Ethereum can’t scale…or can it?
Why Ethereum can't scale today. How Ethereum will scale tomorrow.
Network congestion, high transaction fee and low transaction per second plague Ethereum. Rival blockchains process more transactions per second at fractions of the cost. Ethereum developers have migrated to competitors. The conclusion: Ethereum can’t scale.
Or can it?
Ethereum is about to break from its past. It’s embarking on a transformational redesign aimed to increase transactions per second from ~10 to ~100,000 and reduce transaction fees to fractions of a penny. It’s an ambitious roadmap. It could solidify Ethereum as the preeminent blockchain.
I outline Ethereum’s design challenges and its scaling roadmap, including:
Ethereum’s problem
Why can’t Ethereum scale?
Ethereum’s new modular design
Rollups
Sharding
Ethereum’s trajectory
Ethereum’s problem
Demand for Ethereum blockspace is outstripping current block supply. Fees per transaction range from $2-40 and peaked at $200. High transaction fees make Ethereum cost prohibitive. Slow transaction speeds of 10-15 transactions per second and limited throughput congests the network. These are symptoms of a network that cannot scale. Ethereum is losing its luster. Rival blockchains have emerged to compete with Ethereum.
So what?
Ethereum aims to be the value settlement layer of the internet. It can’t meet existing demand, let alone future demand. Ethereum needs to scale.
What does scaling even mean?
Scaling means processing more transactions faster at a lower cost without sacrificing decentralization and security. Decentralization is paramount for blockchain’s value proposition (as explained in So Why Are Blockchains Valuable?).
Why can’t Ethereum scale?
In its current form, Ethereum cannot scale for two reasons:
Monolithic architecture
Data requirement
1. Monolithic architecture
Three functions are performed when adding new information to a blockchain:
Consensus: ensures that everyone agrees that the correct data is inputted.
Execution: changes the state of the blockchain to reflect the latest agreed upon data. The “state” is a snapshot of all accounts, transactions and smart contracts.
Data availability: logs the historical data on each node for everyone to see. A "node" is a computer that is connected to other computers forming a network.
Monolithic blockchains cannot scale because these three functions are performed at once, in one place by the same entity. Scaling a monolithic blockchain requires sacrificing decentralization or security. For example, if highly specialized nodes are used to process more transactions faster the network centralizes. The capital intensive infrastructure requirement reduces the number of nodes. Alternatively, if only one node is required to verify transactions, throughput increases, but security is compromised. The tradeoff between decentralization and security is known as the Blockchain Trilemma Theory.
Ethereum has prioritized security and decentralization. There are nearly 11,000 nodes and 415,000 validators. It requires all nodes to reach consensus on transaction validity. It can only process one transaction at a time.
2. Data requirement
Ethereum requires every node to download the blockchain’s entire history. It makes Ethereum decentralized and secure. But also unscalable. Its history lives and is duplicated on 11,000 computers around the world. Ethereum historical transaction data is 11 terabytes of storage space and growing. Downloading data hampers network throughput and is unwieldy to manage.
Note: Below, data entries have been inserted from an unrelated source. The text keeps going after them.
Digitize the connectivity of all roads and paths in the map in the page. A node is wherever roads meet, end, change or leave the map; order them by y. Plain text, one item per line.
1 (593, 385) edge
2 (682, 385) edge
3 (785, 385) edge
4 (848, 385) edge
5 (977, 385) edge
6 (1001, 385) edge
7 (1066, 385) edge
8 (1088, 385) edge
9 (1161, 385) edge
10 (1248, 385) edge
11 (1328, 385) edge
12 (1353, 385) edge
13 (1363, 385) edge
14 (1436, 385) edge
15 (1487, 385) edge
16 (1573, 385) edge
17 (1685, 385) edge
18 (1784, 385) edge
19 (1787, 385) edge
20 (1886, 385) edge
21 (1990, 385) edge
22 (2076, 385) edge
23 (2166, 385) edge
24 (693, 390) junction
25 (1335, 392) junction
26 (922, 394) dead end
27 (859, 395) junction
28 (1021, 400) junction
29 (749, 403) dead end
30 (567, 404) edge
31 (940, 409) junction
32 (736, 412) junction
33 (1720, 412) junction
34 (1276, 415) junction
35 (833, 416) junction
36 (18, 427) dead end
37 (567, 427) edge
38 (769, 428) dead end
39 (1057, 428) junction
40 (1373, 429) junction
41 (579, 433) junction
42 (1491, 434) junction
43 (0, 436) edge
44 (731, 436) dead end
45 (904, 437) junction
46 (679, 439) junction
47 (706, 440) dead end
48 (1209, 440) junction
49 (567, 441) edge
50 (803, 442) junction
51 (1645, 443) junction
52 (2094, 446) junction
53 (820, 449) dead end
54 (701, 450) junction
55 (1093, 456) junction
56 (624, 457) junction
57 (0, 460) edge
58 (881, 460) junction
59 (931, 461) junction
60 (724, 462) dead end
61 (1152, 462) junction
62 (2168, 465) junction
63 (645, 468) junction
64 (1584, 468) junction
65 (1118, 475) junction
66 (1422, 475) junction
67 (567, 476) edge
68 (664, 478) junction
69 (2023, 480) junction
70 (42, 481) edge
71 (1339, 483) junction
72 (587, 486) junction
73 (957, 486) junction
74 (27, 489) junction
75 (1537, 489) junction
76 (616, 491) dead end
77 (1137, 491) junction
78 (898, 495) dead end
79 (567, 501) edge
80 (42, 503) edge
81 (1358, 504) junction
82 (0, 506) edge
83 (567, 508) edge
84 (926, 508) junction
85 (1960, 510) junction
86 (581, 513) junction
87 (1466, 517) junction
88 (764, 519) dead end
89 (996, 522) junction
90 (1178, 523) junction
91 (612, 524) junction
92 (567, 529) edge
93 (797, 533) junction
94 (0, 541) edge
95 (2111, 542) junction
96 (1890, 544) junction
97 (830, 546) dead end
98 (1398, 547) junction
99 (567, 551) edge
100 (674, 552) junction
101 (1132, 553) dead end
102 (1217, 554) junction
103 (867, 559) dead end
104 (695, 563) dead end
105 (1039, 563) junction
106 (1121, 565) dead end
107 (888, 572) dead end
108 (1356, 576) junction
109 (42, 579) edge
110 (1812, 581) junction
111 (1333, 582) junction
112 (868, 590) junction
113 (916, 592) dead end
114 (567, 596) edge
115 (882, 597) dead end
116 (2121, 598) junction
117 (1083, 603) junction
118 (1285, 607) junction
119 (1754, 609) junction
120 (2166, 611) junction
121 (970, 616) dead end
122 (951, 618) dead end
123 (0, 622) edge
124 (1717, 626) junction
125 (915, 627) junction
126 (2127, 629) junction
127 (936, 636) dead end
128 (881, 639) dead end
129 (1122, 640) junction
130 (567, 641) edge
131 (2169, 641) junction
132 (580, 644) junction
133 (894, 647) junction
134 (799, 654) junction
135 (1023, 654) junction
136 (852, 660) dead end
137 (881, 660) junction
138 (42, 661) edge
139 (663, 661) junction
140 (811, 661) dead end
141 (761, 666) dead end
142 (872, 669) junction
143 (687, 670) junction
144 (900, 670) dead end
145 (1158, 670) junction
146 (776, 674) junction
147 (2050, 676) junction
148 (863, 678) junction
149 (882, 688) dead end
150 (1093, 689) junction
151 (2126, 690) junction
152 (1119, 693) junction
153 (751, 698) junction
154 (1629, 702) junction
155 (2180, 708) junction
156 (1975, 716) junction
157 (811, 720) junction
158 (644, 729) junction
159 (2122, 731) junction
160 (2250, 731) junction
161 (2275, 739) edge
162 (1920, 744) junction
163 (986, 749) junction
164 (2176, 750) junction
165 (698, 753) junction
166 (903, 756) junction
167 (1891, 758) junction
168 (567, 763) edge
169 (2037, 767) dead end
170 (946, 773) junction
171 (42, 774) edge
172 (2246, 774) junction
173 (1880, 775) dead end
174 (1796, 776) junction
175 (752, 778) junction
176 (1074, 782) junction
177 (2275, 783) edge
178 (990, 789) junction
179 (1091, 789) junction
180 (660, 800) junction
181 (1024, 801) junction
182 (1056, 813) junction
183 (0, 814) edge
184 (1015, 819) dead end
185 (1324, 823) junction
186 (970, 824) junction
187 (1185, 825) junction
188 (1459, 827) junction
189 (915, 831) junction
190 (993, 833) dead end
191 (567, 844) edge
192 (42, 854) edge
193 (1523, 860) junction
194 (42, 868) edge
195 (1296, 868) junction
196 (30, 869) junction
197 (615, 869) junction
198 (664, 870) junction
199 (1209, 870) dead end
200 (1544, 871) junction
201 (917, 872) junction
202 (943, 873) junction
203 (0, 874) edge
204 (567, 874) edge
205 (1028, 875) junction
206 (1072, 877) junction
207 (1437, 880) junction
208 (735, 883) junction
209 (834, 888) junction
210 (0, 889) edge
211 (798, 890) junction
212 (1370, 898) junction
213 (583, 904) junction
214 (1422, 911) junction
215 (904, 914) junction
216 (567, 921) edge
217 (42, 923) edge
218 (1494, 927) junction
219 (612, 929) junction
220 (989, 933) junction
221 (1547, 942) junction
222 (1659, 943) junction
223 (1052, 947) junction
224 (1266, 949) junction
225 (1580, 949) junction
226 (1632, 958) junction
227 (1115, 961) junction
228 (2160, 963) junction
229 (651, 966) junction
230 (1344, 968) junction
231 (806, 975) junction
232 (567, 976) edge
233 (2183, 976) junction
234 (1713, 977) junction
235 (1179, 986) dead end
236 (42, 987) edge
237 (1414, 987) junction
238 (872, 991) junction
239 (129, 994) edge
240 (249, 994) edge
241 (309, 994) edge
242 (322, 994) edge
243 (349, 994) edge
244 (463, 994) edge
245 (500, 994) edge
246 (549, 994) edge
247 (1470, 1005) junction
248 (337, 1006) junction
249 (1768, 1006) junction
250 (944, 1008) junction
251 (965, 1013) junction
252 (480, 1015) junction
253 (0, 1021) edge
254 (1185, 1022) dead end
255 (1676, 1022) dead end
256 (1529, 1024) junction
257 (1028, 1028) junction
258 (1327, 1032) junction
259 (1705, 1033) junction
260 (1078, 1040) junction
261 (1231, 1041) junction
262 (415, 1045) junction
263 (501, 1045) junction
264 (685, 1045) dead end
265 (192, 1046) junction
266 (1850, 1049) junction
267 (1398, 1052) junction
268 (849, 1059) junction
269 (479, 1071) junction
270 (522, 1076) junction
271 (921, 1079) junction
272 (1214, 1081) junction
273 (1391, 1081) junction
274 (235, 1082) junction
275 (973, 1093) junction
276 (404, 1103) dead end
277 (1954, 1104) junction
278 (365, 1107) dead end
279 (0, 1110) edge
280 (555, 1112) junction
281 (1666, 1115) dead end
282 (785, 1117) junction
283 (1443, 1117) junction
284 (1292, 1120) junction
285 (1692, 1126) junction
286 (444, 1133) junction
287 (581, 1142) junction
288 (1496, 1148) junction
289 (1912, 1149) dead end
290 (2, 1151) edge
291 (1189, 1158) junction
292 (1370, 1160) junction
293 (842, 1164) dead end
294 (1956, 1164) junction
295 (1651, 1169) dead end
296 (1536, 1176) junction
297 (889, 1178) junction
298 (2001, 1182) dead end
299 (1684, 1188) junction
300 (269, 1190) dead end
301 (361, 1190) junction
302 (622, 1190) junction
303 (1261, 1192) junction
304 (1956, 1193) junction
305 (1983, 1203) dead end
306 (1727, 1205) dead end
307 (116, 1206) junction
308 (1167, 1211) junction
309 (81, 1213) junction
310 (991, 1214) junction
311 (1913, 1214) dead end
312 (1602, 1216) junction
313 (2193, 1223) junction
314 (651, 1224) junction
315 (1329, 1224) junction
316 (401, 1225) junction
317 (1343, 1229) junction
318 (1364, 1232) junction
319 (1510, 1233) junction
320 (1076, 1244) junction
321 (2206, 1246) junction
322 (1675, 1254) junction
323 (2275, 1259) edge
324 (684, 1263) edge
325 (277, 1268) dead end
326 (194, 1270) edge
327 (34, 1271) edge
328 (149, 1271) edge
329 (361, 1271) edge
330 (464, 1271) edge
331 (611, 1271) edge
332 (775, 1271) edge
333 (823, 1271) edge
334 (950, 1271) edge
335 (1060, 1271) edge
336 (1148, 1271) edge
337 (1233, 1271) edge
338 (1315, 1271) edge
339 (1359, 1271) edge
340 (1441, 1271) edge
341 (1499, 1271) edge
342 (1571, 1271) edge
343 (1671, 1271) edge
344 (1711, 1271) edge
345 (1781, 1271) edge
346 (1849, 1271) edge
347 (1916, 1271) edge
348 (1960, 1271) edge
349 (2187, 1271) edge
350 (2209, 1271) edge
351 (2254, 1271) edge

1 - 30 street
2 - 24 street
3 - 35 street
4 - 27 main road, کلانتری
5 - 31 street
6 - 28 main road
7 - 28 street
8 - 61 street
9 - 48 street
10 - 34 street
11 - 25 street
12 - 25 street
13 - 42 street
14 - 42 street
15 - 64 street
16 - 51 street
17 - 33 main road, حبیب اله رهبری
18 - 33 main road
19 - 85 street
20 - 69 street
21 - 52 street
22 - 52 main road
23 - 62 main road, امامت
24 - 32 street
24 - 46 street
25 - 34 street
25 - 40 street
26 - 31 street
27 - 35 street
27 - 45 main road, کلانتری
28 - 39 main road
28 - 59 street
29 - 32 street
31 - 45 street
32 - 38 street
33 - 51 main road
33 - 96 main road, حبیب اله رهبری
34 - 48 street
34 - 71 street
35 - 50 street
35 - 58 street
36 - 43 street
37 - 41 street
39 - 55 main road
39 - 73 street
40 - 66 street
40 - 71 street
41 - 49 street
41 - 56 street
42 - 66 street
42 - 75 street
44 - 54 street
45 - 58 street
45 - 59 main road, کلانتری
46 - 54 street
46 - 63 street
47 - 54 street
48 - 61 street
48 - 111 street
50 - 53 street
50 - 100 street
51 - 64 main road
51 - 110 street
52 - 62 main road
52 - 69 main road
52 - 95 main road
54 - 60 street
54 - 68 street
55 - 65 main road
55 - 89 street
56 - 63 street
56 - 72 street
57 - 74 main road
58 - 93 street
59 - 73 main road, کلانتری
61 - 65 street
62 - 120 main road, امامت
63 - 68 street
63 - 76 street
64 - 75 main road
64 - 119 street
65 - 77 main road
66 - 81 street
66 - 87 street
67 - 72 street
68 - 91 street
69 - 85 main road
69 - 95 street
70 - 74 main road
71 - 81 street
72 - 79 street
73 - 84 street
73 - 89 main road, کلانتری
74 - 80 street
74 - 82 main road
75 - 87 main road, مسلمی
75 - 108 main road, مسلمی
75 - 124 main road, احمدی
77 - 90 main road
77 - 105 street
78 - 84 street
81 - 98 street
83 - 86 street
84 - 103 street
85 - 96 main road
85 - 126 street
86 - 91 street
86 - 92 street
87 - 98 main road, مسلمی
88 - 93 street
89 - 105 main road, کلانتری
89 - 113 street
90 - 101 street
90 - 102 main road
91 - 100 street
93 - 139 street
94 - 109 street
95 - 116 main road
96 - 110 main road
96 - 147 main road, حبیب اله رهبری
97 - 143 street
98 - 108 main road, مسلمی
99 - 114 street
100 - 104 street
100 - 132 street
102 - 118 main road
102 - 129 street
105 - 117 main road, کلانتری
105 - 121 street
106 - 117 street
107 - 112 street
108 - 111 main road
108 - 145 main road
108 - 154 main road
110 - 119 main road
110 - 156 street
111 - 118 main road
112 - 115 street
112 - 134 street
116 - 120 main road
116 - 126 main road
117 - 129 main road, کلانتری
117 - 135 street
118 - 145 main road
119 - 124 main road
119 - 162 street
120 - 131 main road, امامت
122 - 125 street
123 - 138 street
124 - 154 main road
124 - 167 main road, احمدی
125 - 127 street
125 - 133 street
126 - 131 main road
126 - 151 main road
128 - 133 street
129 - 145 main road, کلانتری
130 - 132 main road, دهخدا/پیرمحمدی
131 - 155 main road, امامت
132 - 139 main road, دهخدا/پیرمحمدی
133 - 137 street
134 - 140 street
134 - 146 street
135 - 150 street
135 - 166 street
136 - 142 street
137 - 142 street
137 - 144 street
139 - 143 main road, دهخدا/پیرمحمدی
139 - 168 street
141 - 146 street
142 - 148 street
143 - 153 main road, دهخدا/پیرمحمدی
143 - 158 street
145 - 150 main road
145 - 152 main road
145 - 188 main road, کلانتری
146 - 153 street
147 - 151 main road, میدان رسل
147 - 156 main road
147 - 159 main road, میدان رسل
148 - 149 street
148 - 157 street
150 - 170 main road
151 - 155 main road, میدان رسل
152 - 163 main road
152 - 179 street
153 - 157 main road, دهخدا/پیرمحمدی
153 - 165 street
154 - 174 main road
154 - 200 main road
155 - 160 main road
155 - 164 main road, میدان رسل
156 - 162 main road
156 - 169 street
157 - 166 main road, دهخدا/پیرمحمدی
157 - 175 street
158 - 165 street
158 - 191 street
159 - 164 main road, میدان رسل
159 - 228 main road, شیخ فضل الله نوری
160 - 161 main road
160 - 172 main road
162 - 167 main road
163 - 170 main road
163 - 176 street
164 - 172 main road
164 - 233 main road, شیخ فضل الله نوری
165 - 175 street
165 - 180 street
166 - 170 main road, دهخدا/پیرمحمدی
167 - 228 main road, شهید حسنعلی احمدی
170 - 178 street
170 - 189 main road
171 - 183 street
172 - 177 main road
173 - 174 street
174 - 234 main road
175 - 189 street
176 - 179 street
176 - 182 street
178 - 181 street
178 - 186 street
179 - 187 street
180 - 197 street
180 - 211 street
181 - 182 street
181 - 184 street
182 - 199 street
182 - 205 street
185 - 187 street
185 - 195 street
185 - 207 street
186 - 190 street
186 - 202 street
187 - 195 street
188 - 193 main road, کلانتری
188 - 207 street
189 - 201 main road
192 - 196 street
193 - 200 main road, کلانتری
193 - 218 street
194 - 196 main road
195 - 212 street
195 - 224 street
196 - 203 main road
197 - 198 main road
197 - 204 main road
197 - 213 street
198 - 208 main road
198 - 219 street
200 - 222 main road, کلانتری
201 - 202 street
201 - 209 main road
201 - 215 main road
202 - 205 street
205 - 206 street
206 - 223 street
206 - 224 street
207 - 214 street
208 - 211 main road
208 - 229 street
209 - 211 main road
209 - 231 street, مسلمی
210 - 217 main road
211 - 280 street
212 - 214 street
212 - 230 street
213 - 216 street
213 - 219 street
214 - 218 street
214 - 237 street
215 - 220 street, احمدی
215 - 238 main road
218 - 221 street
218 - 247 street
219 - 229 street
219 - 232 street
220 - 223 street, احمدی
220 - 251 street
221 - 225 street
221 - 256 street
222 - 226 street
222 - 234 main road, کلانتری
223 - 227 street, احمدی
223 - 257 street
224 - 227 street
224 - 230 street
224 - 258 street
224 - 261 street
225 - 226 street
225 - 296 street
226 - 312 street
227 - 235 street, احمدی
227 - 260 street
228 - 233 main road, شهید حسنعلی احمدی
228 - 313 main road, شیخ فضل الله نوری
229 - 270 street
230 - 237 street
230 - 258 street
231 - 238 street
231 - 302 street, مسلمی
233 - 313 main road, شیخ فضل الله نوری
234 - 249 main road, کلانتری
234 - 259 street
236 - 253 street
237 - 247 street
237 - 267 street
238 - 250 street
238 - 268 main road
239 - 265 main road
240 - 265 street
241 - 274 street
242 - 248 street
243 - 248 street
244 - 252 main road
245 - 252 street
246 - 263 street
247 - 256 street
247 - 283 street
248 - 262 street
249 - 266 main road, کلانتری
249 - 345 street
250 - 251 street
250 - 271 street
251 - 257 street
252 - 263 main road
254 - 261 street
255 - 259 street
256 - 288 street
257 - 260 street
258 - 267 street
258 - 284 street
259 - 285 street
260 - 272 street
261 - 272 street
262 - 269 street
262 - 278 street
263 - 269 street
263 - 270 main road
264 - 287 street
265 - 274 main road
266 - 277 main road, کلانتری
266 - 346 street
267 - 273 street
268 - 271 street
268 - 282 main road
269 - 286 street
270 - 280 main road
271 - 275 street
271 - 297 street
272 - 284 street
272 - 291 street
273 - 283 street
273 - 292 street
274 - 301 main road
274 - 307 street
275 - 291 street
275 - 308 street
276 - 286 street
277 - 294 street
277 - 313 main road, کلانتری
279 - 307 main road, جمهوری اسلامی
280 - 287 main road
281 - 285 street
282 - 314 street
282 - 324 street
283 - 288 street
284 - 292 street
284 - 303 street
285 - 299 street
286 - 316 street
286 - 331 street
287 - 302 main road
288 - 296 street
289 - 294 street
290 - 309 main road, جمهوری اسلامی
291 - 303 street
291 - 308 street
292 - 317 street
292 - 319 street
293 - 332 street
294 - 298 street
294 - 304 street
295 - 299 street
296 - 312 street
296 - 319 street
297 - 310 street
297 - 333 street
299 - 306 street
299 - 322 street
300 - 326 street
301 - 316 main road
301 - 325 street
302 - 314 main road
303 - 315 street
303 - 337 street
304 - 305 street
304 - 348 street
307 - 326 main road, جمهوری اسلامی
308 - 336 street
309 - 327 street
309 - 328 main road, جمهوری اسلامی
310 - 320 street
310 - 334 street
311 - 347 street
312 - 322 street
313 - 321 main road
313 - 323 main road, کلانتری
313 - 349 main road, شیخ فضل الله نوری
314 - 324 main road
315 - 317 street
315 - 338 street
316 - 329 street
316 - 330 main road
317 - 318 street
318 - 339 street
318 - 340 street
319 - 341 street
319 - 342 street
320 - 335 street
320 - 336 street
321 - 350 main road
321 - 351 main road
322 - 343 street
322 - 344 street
Ethereum’s new modular design
Modular blockchains can scale without sacrificing decentralization and security. Consensus, execution and data availability are separated into modules. They are performed individually by different players on different layers of the blockchain. By separating the three, each can be individually optimized.
The merge separates the Ethereum blockchain into two modules: the Consensus Layer (a.k.a. Beacon Chain) and Execution Layer (a.k.a Mainnet). The Consensus Layer reaches consensus on whether or not all the required data was made available. It does not interpret the data. Transaction data lives on the Consensus Layer. The Execution Layer processes transactions. It changes the state of the blockchain by adding new blocks.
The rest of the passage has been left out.